No. the problem is you don't get it. That's fine. There are others who do and that's the important thing.

See, some of us want to make a better future. Some of us support industries that have a better idea, support methods to make that change. Others just want to continue down the same ol' path, right off the cliff.

Please stop driving faster toward that cliff.

Remnant | 13. januar 2017

@SUN 2 DRV (January 9, 2017)

<< Basically put the extra burden on the higher income users of fossil based fuels. >>

How would that be different from the socialist quest for wealth transfer and income equality?

And who are you to order such a change? You seem to believe you are God Herself.

Mike83 | 13. januar 2017

You guys think you are the 1%. LOL

Orthopod | 24. januar 2017

Carbon tax should only be based on the CO2 emissions after the product is bought. Or any ongoing CO2 emission from companies over a year. That is how it is calculated in scandinavia

SUN 2 DRV | 24. januar 2017

The tax code is very frequently use to incentivize desired behavior. Long term capital gains, home mortgage deduction, Investment tax credits, etc.....

Having a tax policy (eg carbon tax) that introduces a financial incentive reflective of the societal costs of burning fossil fuels seems to me to be exactly what government is intended to do (ie to provide for the long term safety and security of the populace)

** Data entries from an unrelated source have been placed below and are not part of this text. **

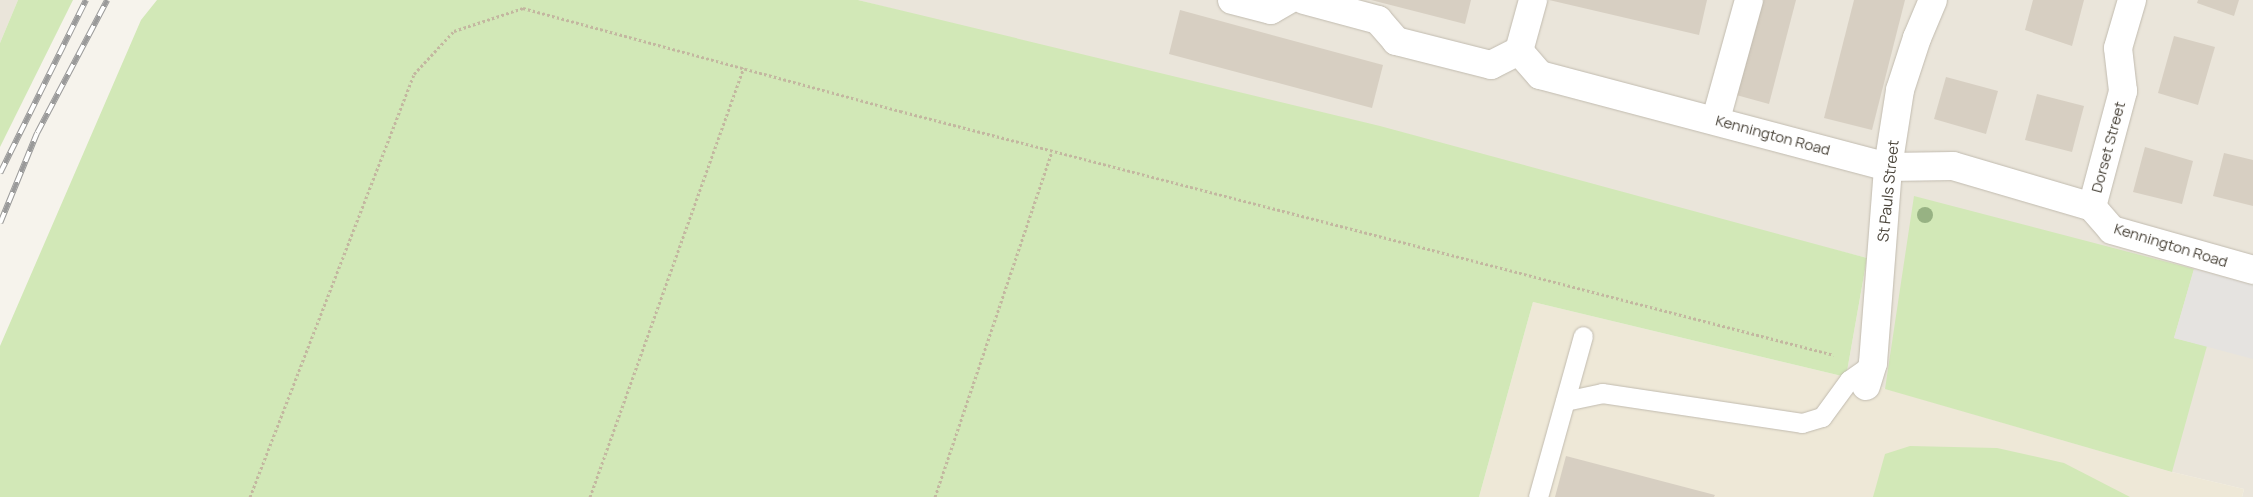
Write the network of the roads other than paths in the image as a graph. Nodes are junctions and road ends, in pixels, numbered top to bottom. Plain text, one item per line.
1 (1232, 0) edge
2 (1288, 0) edge
3 (1304, 0) edge
4 (1533, 0) edge
5 (1749, 0) edge
6 (1933, 0) edge
7 (2132, 0) edge
8 (1519, 51) junction
9 (1716, 119) junction
10 (1888, 167) junction
11 (2092, 207) junction
12 (2253, 270) edge
13 (1583, 336) dead end
14 (1870, 375) joint
15 (1565, 401) junction
16 (1538, 497) edge

1 - 2 street
3 - 8 street
4 - 8 street
5 - 9 street
6 - 10 street, St Pauls Street
7 - 11 street, Dorset Street
8 - 9 street, Kennington Road
9 - 10 street, Kennington Road
10 - 11 street, Kennington Road
10 - 14 street, St Pauls Street
11 - 12 street, Kennington Road
13 - 15 lane
14 - 15 lane
15 - 16 lane

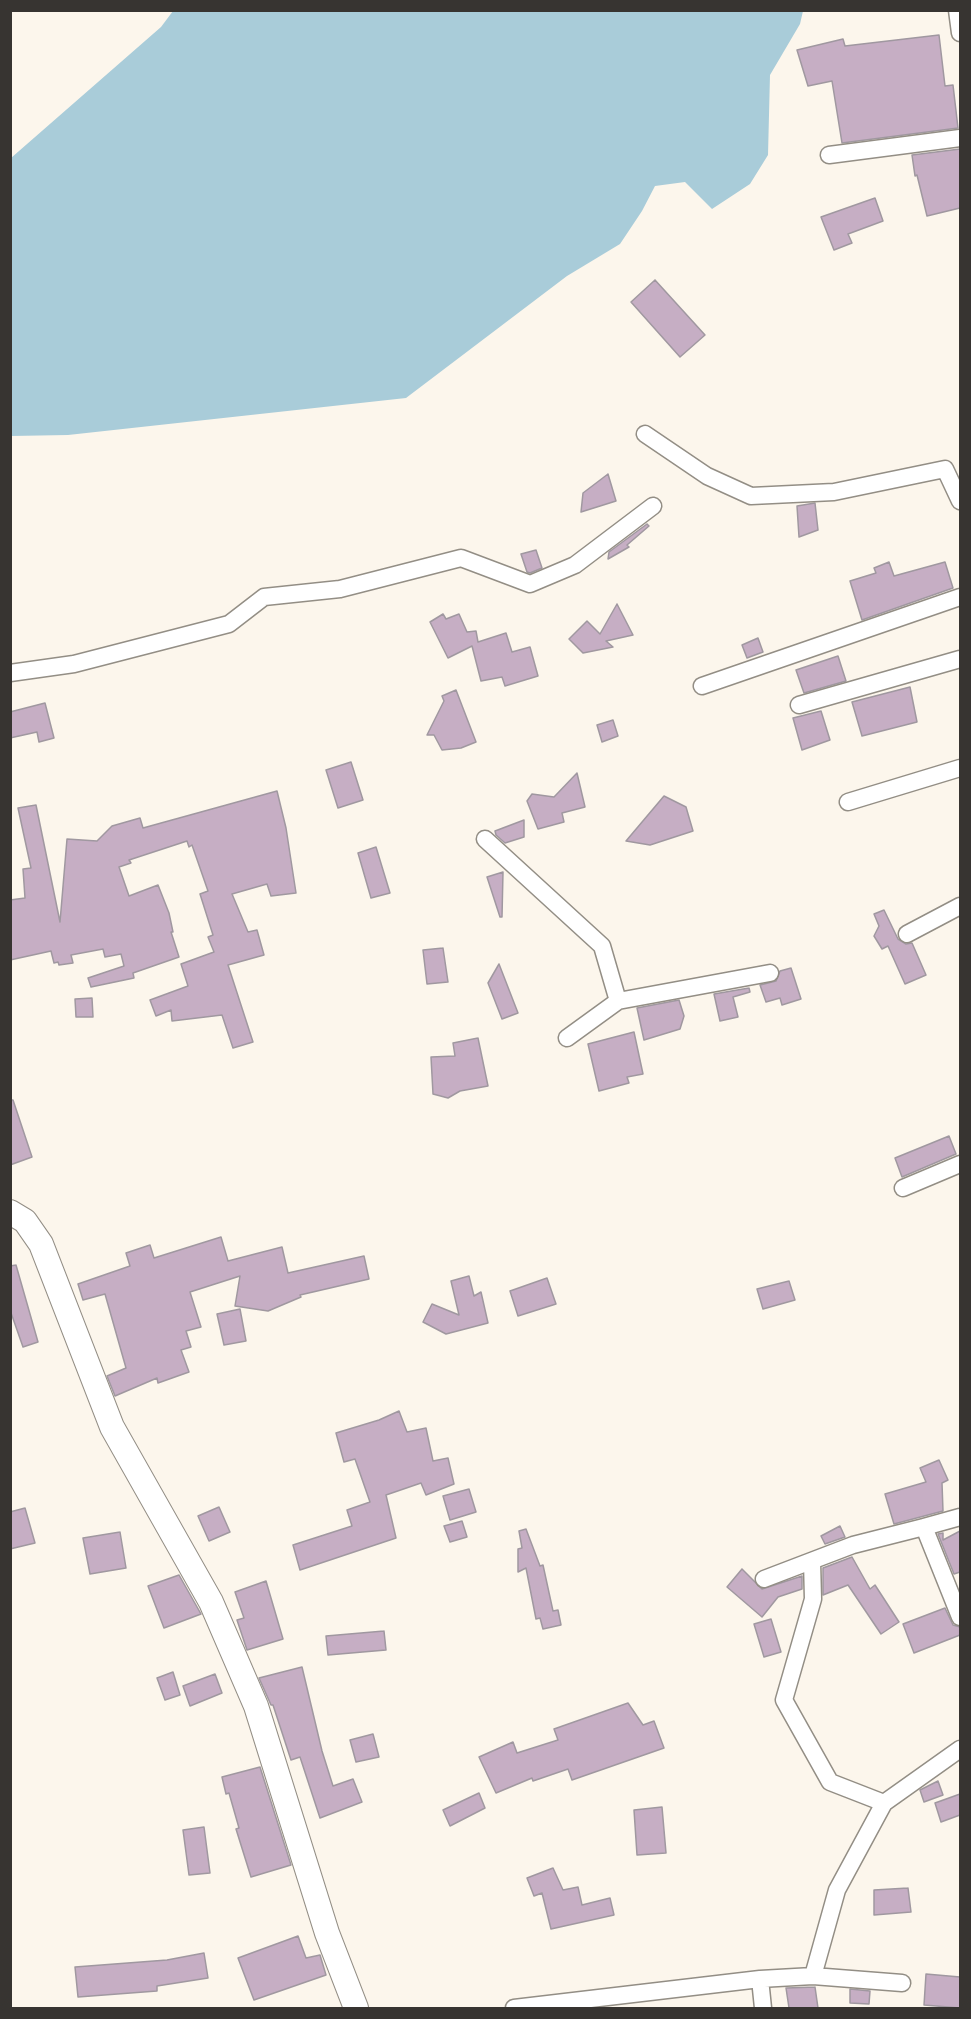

So to me a carbon tax is highly desirable, the downside being that it disproportionately affects low income people because they lack the resource flexibility to easily upgrade to the newest clean technologies. So I'm in favor in using some portion of the carbon tax to mitigate its impact on low income folks.

If there was a sufficient carbon tax then there would be much less need to incentivize EV sales since the market forces would be appropriately balanced.

ColdOne | 25. januar 2017

"Or any ongoing CO2 emission from companies over a year"


Remnant | 26. januar 2017

@SUN 2 DRV (January 24, 2017)

<< The tax code is very frequently [used] to incentivize desired behavior. >>

Which doesn't mean it's fair or proper.

It's definitely NOT constitutional.

The US Constitution allows taxation only for revenue, not as a behavior modification tool of an educational government infantilizing its subjects.

SCCRENDO | 26. januar 2017

@remnant. You have your own interpretations of the constitution. I guess most constitutional lawyers would not agree with you. Your knowledge of the constitution seems as bad as your knowledge on science. Would you care to show us where the constitutional says that.

SamO | 26. januar 2017

Please cite a single Supreme Court case to support your alternative facts.